PROVIDED RECORDS section start

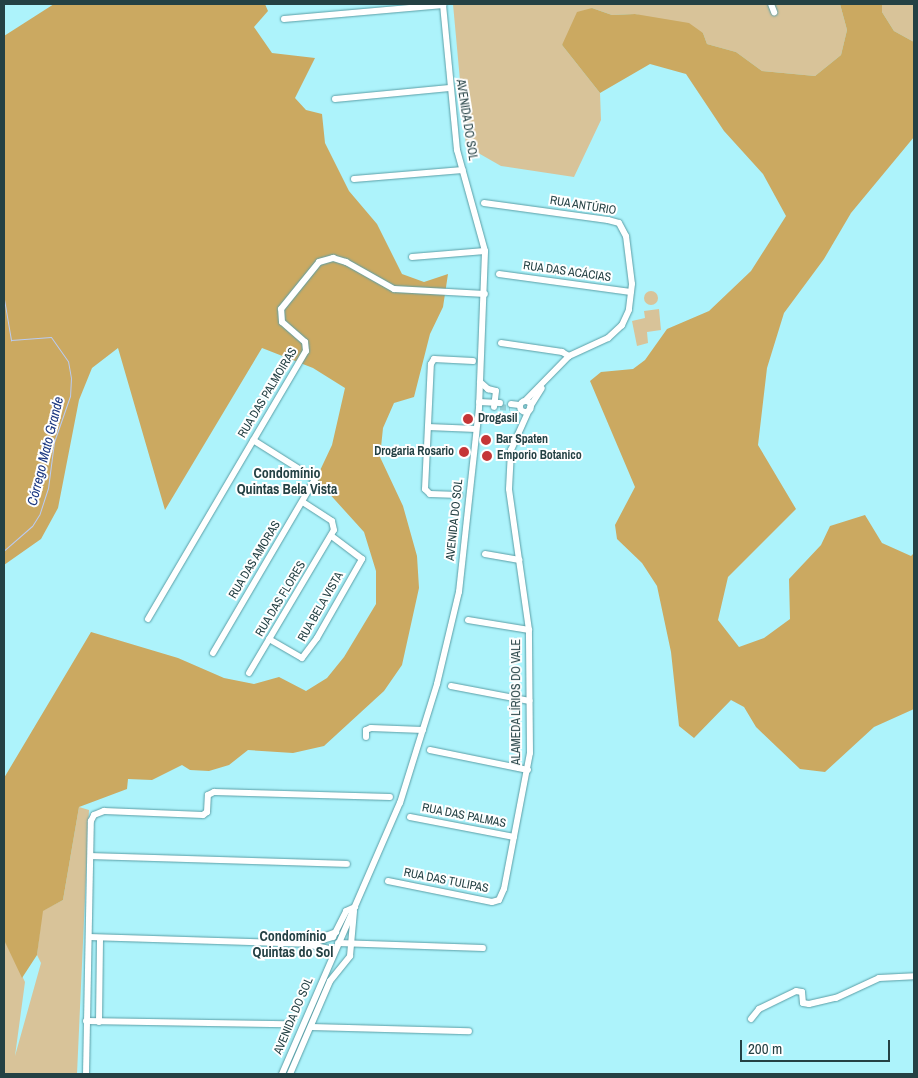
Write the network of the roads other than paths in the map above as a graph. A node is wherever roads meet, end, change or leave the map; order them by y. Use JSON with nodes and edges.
{"nodes":[{"id":1,"x":443,"y":4,"type":"edge"},
{"id":2,"x":770,"y":4,"type":"edge"},
{"id":3,"x":774,"y":12,"type":"dead end"},
{"id":4,"x":284,"y":19,"type":"dead end"},
{"id":5,"x":449,"y":88,"type":"junction"},
{"id":6,"x":335,"y":99,"type":"dead end"},
{"id":7,"x":463,"y":170,"type":"junction"},
{"id":8,"x":354,"y":179,"type":"dead end"},
{"id":9,"x":484,"y":203,"type":"dead end"},
{"id":10,"x":485,"y":251,"type":"junction"},
{"id":11,"x":412,"y":257,"type":"dead end"},
{"id":12,"x":499,"y":274,"type":"dead end"},
{"id":13,"x":631,"y":292,"type":"junction"},
{"id":14,"x":485,"y":294,"type":"junction"},
{"id":15,"x":501,"y":343,"type":"dead end"},
{"id":16,"x":569,"y":356,"type":"junction"},
{"id":17,"x":473,"y":360,"type":"dead end"},
{"id":18,"x":480,"y":382,"type":"junction"},
{"id":19,"x":542,"y":387,"type":"junction"},
{"id":20,"x":480,"y":391,"type":"junction"},
{"id":21,"x":496,"y":392,"type":"junction"},
{"id":22,"x":525,"y":401,"type":"junction"},
{"id":23,"x":479,"y":405,"type":"junction"},
{"id":24,"x":511,"y":406,"type":"tunnel mouth"},
{"id":25,"x":520,"y":408,"type":"junction"},
{"id":26,"x":529,"y":409,"type":"junction"},
{"id":27,"x":428,"y":427,"type":"junction"},
{"id":28,"x":476,"y":429,"type":"junction"},
{"id":29,"x":253,"y":440,"type":"junction"},
{"id":30,"x":513,"y":442,"type":"junction"},
{"id":31,"x":459,"y":495,"type":"dead end"},
{"id":32,"x":303,"y":502,"type":"junction"},
{"id":33,"x":332,"y":536,"type":"junction"},
{"id":34,"x":485,"y":554,"type":"dead end"},
{"id":35,"x":519,"y":560,"type":"junction"},
{"id":36,"x":148,"y":619,"type":"dead end"},
{"id":37,"x":468,"y":620,"type":"dead end"},
{"id":38,"x":529,"y":630,"type":"junction"},
{"id":39,"x":269,"y":639,"type":"junction"},
{"id":40,"x":213,"y":652,"type":"dead end"},
{"id":41,"x":249,"y":673,"type":"dead end"},
{"id":42,"x":451,"y":686,"type":"dead end"},
{"id":43,"x":530,"y":701,"type":"junction"},
{"id":44,"x":423,"y":730,"type":"junction"},
{"id":45,"x":366,"y":737,"type":"dead end"},
{"id":46,"x":430,"y":750,"type":"dead end"},
{"id":47,"x":528,"y":770,"type":"junction"},
{"id":48,"x":390,"y":797,"type":"dead end"},
{"id":49,"x":410,"y":817,"type":"dead end"},
{"id":50,"x":514,"y":837,"type":"junction"},
{"id":51,"x":92,"y":856,"type":"junction"},
{"id":52,"x":347,"y":864,"type":"dead end"},
{"id":53,"x":388,"y":881,"type":"dead end"},
{"id":54,"x":499,"y":900,"type":"joint"},
{"id":55,"x":354,"y":907,"type":"junction"},
{"id":56,"x":334,"y":935,"type":"junction"},
{"id":57,"x":89,"y":937,"type":"junction"},
{"id":58,"x":100,"y":938,"type":"junction"},
{"id":59,"x":338,"y":943,"type":"junction"},
{"id":60,"x":306,"y":944,"type":"junction"},
{"id":61,"x":352,"y":945,"type":"junction"},
{"id":62,"x":483,"y":948,"type":"dead end"},
{"id":63,"x":332,"y":949,"type":"junction"},
{"id":64,"x":914,"y":976,"type":"edge"},
{"id":65,"x":87,"y":988,"type":"junction"},
{"id":66,"x":99,"y":988,"type":"junction"},
{"id":67,"x":752,"y":1019,"type":"dead end"},
{"id":68,"x":86,"y":1021,"type":"junction"},
{"id":69,"x":99,"y":1022,"type":"junction"},
{"id":70,"x":287,"y":1024,"type":"dead end"},
{"id":71,"x":311,"y":1027,"type":"junction"},
{"id":72,"x":469,"y":1031,"type":"dead end"},
{"id":73,"x":86,"y":1074,"type":"edge"},
{"id":74,"x":282,"y":1074,"type":"edge"},
{"id":75,"x":290,"y":1074,"type":"edge"}],
"edges":[{"from":1,"to":4,"type":"street"},
{"from":1,"to":5,"type":"street","name":"AVENIDA DO SOL"},
{"from":2,"to":3,"type":"street"},
{"from":5,"to":6,"type":"street"},
{"from":5,"to":7,"type":"street","name":"AVENIDA DO SOL"},
{"from":7,"to":8,"type":"street"},
{"from":7,"to":10,"type":"street","name":"AVENIDA DO SOL"},
{"from":9,"to":13,"type":"street","name":"RUA ANTÚRIO"},
{"from":10,"to":11,"type":"street"},
{"from":10,"to":14,"type":"street","name":"AVENIDA DO SOL"},
{"from":12,"to":13,"type":"street","name":"RUA DAS ACÁCIAS"},
{"from":13,"to":16,"type":"street","name":"RUA ANTÚRIO"},
{"from":14,"to":18,"type":"street","name":"AVENIDA DO SOL"},
{"from":14,"to":29,"type":"street","name":"RUA DAS PALMOIRAS"},
{"from":15,"to":16,"type":"street"},
{"from":16,"to":19,"type":"street","name":"RUA ANTÚRIO"},
{"from":17,"to":27,"type":"street"},
{"from":18,"to":20,"type":"street","name":"AVENIDA DO SOL"},
{"from":18,"to":21,"type":"street"},
{"from":19,"to":22,"type":"street"},
{"from":19,"to":26,"type":"street","name":"ALAMEDA LÍRIOS DO VALE"},
{"from":20,"to":21,"type":"street"},
{"from":20,"to":23,"type":"street","name":"AVENIDA DO SOL"},
{"from":21,"to":23,"type":"street"},
{"from":22,"to":25,"type":"street"},
{"from":22,"to":26,"type":"street"},
{"from":23,"to":28,"type":"street","name":"AVENIDA DO SOL"},
{"from":24,"to":25,"type":"street"},
{"from":25,"to":26,"type":"street"},
{"from":25,"to":30,"type":"street","name":"ALAMEDA LÍRIOS DO VALE"},
{"from":26,"to":30,"type":"street","name":"ALAMEDA LÍRIOS DO VALE"},
{"from":27,"to":28,"type":"street"},
{"from":27,"to":31,"type":"street"},
{"from":28,"to":44,"type":"street","name":"AVENIDA DO SOL"},
{"from":29,"to":32,"type":"street","name":"RUA DAS AMORAS"},
{"from":29,"to":36,"type":"street","name":"RUA DAS PALMOIRAS"},
{"from":30,"to":35,"type":"street","name":"ALAMEDA LÍRIOS DO VALE"},
{"from":32,"to":33,"type":"street"},
{"from":32,"to":40,"type":"street","name":"RUA DAS AMORAS"},
{"from":33,"to":39,"type":"street","name":"RUA DAS FLORES"},
{"from":33,"to":39,"type":"street","name":"RUA BELA VISTA"},
{"from":34,"to":35,"type":"street"},
{"from":35,"to":38,"type":"street","name":"ALAMEDA LÍRIOS DO VALE"},
{"from":37,"to":38,"type":"street"},
{"from":38,"to":43,"type":"street","name":"ALAMEDA LÍRIOS DO VALE"},
{"from":39,"to":41,"type":"street","name":"RUA DAS FLORES"},
{"from":42,"to":43,"type":"street"},
{"from":43,"to":47,"type":"street","name":"ALAMEDA LÍRIOS DO VALE"},
{"from":44,"to":45,"type":"street"},
{"from":44,"to":55,"type":"street","name":"AVENIDA DO SOL"},
{"from":46,"to":47,"type":"street"},
{"from":47,"to":50,"type":"street","name":"ALAMEDA LÍRIOS DO VALE"},
{"from":48,"to":51,"type":"street"},
{"from":49,"to":50,"type":"street","name":"RUA DAS PALMAS"},
{"from":50,"to":54,"type":"street","name":"ALAMEDA LÍRIOS DO VALE"},
{"from":51,"to":52,"type":"street"},
{"from":51,"to":57,"type":"street"},
{"from":53,"to":54,"type":"street","name":"RUA DAS TULIPAS"},
{"from":55,"to":56,"type":"street"},
{"from":55,"to":59,"type":"street"},
{"from":55,"to":61,"type":"street"},
{"from":56,"to":60,"type":"street"},
{"from":56,"to":63,"type":"street"},
{"from":57,"to":58,"type":"street"},
{"from":57,"to":65,"type":"street"},
{"from":58,"to":60,"type":"street"},
{"from":58,"to":66,"type":"street"},
{"from":59,"to":61,"type":"street"},
{"from":59,"to":63,"type":"street"},
{"from":60,"to":63,"type":"street"},
{"from":61,"to":62,"type":"street"},
{"from":61,"to":71,"type":"street"},
{"from":63,"to":74,"type":"street","name":"AVENIDA DO SOL"},
{"from":64,"to":67,"type":"street"},
{"from":65,"to":66,"type":"street"},
{"from":65,"to":68,"type":"street"},
{"from":66,"to":69,"type":"street"},
{"from":68,"to":69,"type":"street"},
{"from":68,"to":73,"type":"street"},
{"from":69,"to":70,"type":"street"},
{"from":71,"to":72,"type":"street"},
{"from":71,"to":75,"type":"street"}]}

PROVIDED RECORDS section end

— PROBLEM DESCRIPTION —
Pull out each line of the entries that contains "nodes".

— WRITTEN ANSWER —
Write the network of the roads other than paths in the map above as a graph. A node is wherever roads meet, end, change or leave the map; order them by y. Use JSON with nodes and edges.
{"nodes":[{"id":1,"x":443,"y":4,"type":"edge"},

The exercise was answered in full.